## Exercise goal
The records are to be copied word for word, and the pictures dropped.

## Data supplied

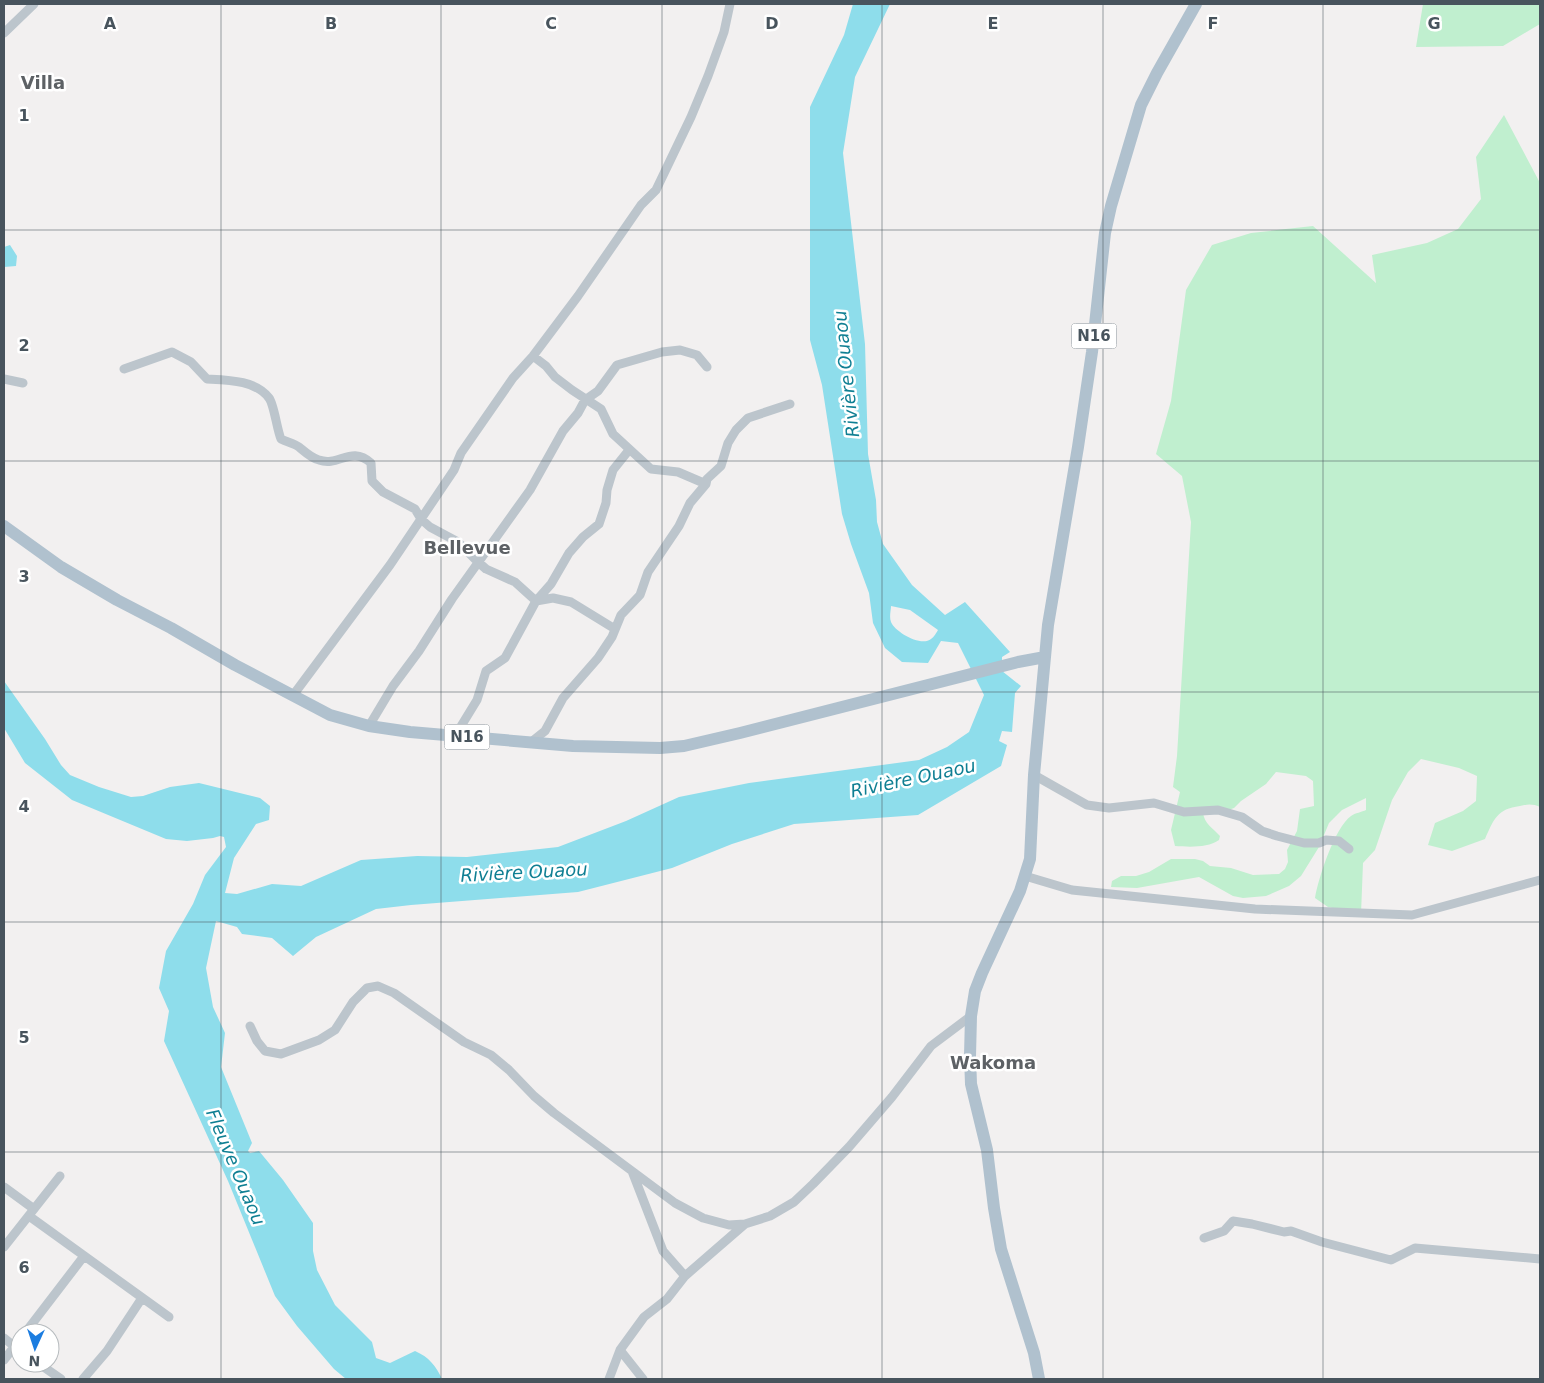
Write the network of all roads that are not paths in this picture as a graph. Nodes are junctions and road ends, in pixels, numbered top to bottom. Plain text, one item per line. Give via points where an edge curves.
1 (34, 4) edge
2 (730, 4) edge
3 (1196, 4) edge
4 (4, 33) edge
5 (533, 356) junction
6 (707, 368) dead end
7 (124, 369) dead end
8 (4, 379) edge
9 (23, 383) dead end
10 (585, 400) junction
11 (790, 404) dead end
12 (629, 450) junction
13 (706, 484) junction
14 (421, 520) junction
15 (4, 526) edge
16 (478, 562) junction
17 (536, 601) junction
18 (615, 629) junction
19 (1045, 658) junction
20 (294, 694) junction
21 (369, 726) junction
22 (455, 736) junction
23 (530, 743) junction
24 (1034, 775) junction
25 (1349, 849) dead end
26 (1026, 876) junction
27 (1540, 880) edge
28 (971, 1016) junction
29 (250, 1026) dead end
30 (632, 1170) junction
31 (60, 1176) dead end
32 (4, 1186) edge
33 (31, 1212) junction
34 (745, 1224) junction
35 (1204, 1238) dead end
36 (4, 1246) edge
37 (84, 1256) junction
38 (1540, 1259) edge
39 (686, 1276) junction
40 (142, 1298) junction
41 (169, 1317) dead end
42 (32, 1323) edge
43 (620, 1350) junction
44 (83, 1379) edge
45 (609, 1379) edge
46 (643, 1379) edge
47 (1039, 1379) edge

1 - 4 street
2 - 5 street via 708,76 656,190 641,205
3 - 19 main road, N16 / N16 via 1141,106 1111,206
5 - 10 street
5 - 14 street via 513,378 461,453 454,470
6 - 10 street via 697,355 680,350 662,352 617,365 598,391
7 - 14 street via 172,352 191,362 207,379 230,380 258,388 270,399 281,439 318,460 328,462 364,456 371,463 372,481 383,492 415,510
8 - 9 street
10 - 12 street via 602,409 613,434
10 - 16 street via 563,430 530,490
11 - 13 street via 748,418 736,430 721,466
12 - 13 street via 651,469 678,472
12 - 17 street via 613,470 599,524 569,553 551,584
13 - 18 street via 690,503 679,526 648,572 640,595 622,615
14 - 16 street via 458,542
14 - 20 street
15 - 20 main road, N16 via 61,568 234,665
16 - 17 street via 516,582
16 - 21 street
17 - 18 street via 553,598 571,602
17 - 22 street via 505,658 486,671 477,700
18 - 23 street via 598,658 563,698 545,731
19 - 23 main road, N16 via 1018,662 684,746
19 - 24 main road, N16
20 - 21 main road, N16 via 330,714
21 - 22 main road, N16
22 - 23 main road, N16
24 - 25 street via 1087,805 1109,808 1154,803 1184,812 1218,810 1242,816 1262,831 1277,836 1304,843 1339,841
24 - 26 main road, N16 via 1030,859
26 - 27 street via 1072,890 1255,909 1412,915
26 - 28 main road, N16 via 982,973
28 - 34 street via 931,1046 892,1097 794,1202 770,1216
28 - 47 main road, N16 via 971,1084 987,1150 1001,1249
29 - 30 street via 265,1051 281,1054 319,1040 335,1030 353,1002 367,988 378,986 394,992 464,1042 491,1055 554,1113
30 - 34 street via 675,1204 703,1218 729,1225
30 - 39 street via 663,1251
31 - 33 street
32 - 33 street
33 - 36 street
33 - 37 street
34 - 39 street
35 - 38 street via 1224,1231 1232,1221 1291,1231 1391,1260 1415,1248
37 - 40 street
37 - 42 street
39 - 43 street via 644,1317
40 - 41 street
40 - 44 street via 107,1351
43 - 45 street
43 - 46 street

## Response area
Write the network of all roads that are not paths in this picture as a graph. Nodes are junctions and road ends, in pixels, numbered top to bottom. Plain text, one item per line. Give via points where an edge curves.
1 (34, 4) edge
2 (730, 4) edge
3 (1196, 4) edge
4 (4, 33) edge
5 (533, 356) junction
6 (707, 368) dead end
7 (124, 369) dead end
8 (4, 379) edge
9 (23, 383) dead end
10 (585, 400) junction
11 (790, 404) dead end
12 (629, 450) junction
13 (706, 484) junction
14 (421, 520) junction
15 (4, 526) edge
16 (478, 562) junction
17 (536, 601) junction
18 (615, 629) junction
19 (1045, 658) junction
20 (294, 694) junction
21 (369, 726) junction
22 (455, 736) junction
23 (530, 743) junction
24 (1034, 775) junction
25 (1349, 849) dead end
26 (1026, 876) junction
27 (1540, 880) edge
28 (971, 1016) junction
29 (250, 1026) dead end
30 (632, 1170) junction
31 (60, 1176) dead end
32 (4, 1186) edge
33 (31, 1212) junction
34 (745, 1224) junction
35 (1204, 1238) dead end
36 (4, 1246) edge
37 (84, 1256) junction
38 (1540, 1259) edge
39 (686, 1276) junction
40 (142, 1298) junction
41 (169, 1317) dead end
42 (32, 1323) edge
43 (620, 1350) junction
44 (83, 1379) edge
45 (609, 1379) edge
46 (643, 1379) edge
47 (1039, 1379) edge

1 - 4 street
2 - 5 street via 708,76 656,190 641,205
3 - 19 main road, N16 / N16 via 1141,106 1111,206
5 - 10 street
5 - 14 street via 513,378 461,453 454,470
6 - 10 street via 697,355 680,350 662,352 617,365 598,391
7 - 14 street via 172,352 191,362 207,379 230,380 258,388 270,399 281,439 318,460 328,462 364,456 371,463 372,481 383,492 415,510
8 - 9 street
10 - 12 street via 602,409 613,434
10 - 16 street via 563,430 530,490
11 - 13 street via 748,418 736,430 721,466
12 - 13 street via 651,469 678,472
12 - 17 street via 613,470 599,524 569,553 551,584
13 - 18 street via 690,503 679,526 648,572 640,595 622,615
14 - 16 street via 458,542
14 - 20 street
15 - 20 main road, N16 via 61,568 234,665
16 - 17 street via 516,582
16 - 21 street
17 - 18 street via 553,598 571,602
17 - 22 street via 505,658 486,671 477,700
18 - 23 street via 598,658 563,698 545,731
19 - 23 main road, N16 via 1018,662 684,746
19 - 24 main road, N16
20 - 21 main road, N16 via 330,714
21 - 22 main road, N16
22 - 23 main road, N16
24 - 25 street via 1087,805 1109,808 1154,803 1184,812 1218,810 1242,816 1262,831 1277,836 1304,843 1339,841
24 - 26 main road, N16 via 1030,859
26 - 27 street via 1072,890 1255,909 1412,915
26 - 28 main road, N16 via 982,973
28 - 34 street via 931,1046 892,1097 794,1202 770,1216
28 - 47 main road, N16 via 971,1084 987,1150 1001,1249
29 - 30 street via 265,1051 281,1054 319,1040 335,1030 353,1002 367,988 378,986 394,992 464,1042 491,1055 554,1113
30 - 34 street via 675,1204 703,1218 729,1225
30 - 39 street via 663,1251
31 - 33 street
32 - 33 street
33 - 36 street
33 - 37 street
34 - 39 street
35 - 38 street via 1224,1231 1232,1221 1291,1231 1391,1260 1415,1248
37 - 40 street
37 - 42 street
39 - 43 street via 644,1317
40 - 41 street
40 - 44 street via 107,1351
43 - 45 street
43 - 46 street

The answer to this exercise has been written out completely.